(Required work) Looking at the data that follows, count the lines containing the word "paths" and write down only that count.

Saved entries
============
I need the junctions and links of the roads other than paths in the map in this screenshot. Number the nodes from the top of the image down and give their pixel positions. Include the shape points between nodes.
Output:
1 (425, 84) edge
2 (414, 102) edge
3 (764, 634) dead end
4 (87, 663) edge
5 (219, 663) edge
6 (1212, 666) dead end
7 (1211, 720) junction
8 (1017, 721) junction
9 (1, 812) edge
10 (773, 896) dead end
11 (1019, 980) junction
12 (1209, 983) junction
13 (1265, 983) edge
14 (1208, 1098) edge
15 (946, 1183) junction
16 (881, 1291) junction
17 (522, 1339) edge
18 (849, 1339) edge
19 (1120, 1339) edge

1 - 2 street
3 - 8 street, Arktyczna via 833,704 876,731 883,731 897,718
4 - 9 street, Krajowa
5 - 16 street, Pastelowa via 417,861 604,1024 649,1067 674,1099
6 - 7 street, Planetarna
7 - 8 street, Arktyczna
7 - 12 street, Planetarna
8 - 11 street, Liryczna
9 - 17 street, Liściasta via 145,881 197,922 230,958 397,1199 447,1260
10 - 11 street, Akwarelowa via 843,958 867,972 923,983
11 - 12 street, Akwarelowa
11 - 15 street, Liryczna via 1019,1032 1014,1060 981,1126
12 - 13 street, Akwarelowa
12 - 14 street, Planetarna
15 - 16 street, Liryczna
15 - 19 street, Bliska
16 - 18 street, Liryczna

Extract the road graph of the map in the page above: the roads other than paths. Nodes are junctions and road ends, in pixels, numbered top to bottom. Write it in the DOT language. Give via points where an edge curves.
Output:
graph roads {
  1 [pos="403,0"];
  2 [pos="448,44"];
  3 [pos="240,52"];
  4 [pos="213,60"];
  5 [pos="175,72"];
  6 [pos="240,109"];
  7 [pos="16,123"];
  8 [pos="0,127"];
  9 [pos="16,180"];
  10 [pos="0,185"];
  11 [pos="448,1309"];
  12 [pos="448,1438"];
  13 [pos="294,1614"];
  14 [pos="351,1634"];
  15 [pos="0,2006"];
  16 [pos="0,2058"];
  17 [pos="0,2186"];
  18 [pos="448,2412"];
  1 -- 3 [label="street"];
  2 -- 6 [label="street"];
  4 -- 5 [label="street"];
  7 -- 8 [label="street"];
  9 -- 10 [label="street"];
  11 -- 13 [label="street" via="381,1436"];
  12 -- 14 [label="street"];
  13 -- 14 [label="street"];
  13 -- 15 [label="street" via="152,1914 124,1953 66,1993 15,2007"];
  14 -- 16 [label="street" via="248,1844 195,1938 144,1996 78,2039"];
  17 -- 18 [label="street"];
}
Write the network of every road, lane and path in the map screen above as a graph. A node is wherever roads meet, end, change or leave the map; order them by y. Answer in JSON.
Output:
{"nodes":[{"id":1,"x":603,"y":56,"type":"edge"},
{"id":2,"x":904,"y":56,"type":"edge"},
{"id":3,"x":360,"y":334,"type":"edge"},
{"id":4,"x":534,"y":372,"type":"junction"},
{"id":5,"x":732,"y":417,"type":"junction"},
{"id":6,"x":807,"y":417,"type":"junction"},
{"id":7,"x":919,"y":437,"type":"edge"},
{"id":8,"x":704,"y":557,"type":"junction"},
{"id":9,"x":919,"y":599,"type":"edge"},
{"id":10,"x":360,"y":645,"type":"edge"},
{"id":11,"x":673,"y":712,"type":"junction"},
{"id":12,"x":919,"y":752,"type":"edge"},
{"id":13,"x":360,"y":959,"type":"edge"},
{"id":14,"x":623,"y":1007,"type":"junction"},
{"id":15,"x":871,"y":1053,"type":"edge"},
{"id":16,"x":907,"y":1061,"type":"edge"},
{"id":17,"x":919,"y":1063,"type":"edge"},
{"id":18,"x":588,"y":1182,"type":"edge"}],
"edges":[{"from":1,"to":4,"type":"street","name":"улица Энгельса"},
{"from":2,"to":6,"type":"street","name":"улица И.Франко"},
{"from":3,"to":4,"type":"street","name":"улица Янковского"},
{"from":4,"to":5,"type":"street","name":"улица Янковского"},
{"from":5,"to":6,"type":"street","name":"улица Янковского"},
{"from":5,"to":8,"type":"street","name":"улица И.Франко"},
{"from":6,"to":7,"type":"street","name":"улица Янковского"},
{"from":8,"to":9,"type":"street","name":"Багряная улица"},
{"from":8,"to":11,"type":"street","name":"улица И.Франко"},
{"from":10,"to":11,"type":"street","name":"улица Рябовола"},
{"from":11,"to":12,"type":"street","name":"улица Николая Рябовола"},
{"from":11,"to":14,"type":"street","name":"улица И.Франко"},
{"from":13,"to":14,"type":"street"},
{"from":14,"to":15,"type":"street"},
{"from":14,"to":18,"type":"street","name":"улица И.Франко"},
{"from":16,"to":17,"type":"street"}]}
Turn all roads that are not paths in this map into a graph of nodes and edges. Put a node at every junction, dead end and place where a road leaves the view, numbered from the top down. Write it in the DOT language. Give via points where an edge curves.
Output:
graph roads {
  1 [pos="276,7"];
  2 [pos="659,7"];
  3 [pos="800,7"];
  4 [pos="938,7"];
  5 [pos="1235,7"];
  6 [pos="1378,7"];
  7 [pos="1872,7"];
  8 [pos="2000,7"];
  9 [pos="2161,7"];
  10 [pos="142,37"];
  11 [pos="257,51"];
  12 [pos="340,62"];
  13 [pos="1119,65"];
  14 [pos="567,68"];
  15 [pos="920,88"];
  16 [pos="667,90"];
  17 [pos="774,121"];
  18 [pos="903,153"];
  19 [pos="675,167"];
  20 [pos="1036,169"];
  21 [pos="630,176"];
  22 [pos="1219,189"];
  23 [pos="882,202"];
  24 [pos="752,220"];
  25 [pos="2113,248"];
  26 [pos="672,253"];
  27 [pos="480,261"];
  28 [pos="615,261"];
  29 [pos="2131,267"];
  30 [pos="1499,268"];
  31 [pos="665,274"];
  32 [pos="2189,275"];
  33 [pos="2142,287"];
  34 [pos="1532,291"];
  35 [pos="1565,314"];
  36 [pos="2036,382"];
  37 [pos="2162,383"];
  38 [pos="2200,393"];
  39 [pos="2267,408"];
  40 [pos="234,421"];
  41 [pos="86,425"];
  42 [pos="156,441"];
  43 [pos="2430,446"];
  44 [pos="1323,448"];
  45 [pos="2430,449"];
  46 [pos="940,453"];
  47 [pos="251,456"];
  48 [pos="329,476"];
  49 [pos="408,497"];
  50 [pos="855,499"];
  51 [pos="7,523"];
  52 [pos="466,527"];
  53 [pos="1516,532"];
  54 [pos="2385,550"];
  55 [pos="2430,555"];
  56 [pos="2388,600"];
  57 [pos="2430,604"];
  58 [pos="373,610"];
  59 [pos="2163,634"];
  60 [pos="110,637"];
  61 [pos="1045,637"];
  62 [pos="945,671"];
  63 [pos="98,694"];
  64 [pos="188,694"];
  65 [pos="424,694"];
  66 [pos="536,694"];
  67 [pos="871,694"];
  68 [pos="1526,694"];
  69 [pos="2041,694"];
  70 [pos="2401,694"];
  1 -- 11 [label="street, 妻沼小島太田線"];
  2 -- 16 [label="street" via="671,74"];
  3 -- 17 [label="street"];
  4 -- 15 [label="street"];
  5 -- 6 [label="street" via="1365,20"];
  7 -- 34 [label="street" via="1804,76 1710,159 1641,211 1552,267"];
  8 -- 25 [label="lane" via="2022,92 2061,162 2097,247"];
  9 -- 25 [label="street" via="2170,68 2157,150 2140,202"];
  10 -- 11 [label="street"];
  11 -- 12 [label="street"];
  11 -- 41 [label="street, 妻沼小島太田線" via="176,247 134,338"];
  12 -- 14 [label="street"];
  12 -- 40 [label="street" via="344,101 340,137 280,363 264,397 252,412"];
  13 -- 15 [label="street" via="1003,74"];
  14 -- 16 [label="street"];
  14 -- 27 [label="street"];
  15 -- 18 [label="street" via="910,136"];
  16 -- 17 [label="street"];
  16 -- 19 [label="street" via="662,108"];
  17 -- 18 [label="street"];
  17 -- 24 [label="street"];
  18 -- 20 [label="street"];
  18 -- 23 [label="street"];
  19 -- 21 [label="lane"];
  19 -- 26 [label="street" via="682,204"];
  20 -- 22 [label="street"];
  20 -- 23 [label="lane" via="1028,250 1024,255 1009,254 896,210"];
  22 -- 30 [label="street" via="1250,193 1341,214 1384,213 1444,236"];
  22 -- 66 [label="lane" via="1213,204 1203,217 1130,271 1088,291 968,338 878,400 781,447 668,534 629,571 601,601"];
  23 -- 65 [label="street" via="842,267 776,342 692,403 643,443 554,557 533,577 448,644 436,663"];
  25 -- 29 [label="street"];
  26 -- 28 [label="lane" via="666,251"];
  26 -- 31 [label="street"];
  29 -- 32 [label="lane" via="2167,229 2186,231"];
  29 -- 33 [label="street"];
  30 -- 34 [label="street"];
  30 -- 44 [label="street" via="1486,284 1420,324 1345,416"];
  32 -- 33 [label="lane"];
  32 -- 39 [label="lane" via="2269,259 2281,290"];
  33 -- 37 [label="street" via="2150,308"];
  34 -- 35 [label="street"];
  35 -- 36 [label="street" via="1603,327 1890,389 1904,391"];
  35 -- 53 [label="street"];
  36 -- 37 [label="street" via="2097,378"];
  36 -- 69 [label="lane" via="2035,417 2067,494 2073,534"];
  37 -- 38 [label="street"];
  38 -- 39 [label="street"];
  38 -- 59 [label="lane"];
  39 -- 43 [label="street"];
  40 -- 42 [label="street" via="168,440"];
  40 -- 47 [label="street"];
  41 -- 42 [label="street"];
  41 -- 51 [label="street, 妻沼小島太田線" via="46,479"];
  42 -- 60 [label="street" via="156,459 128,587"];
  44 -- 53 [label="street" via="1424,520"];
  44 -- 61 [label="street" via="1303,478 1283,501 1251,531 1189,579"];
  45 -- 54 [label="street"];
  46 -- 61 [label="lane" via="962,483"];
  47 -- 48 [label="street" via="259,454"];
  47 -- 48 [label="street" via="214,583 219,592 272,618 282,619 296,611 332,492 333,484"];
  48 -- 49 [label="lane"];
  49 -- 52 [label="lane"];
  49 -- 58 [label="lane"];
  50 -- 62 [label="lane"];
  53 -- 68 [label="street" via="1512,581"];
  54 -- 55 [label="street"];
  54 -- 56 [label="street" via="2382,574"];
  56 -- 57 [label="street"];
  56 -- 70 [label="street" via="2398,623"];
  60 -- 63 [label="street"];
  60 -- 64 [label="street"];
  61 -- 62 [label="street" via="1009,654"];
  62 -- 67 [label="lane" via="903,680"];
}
============
(Solution to the problem) 3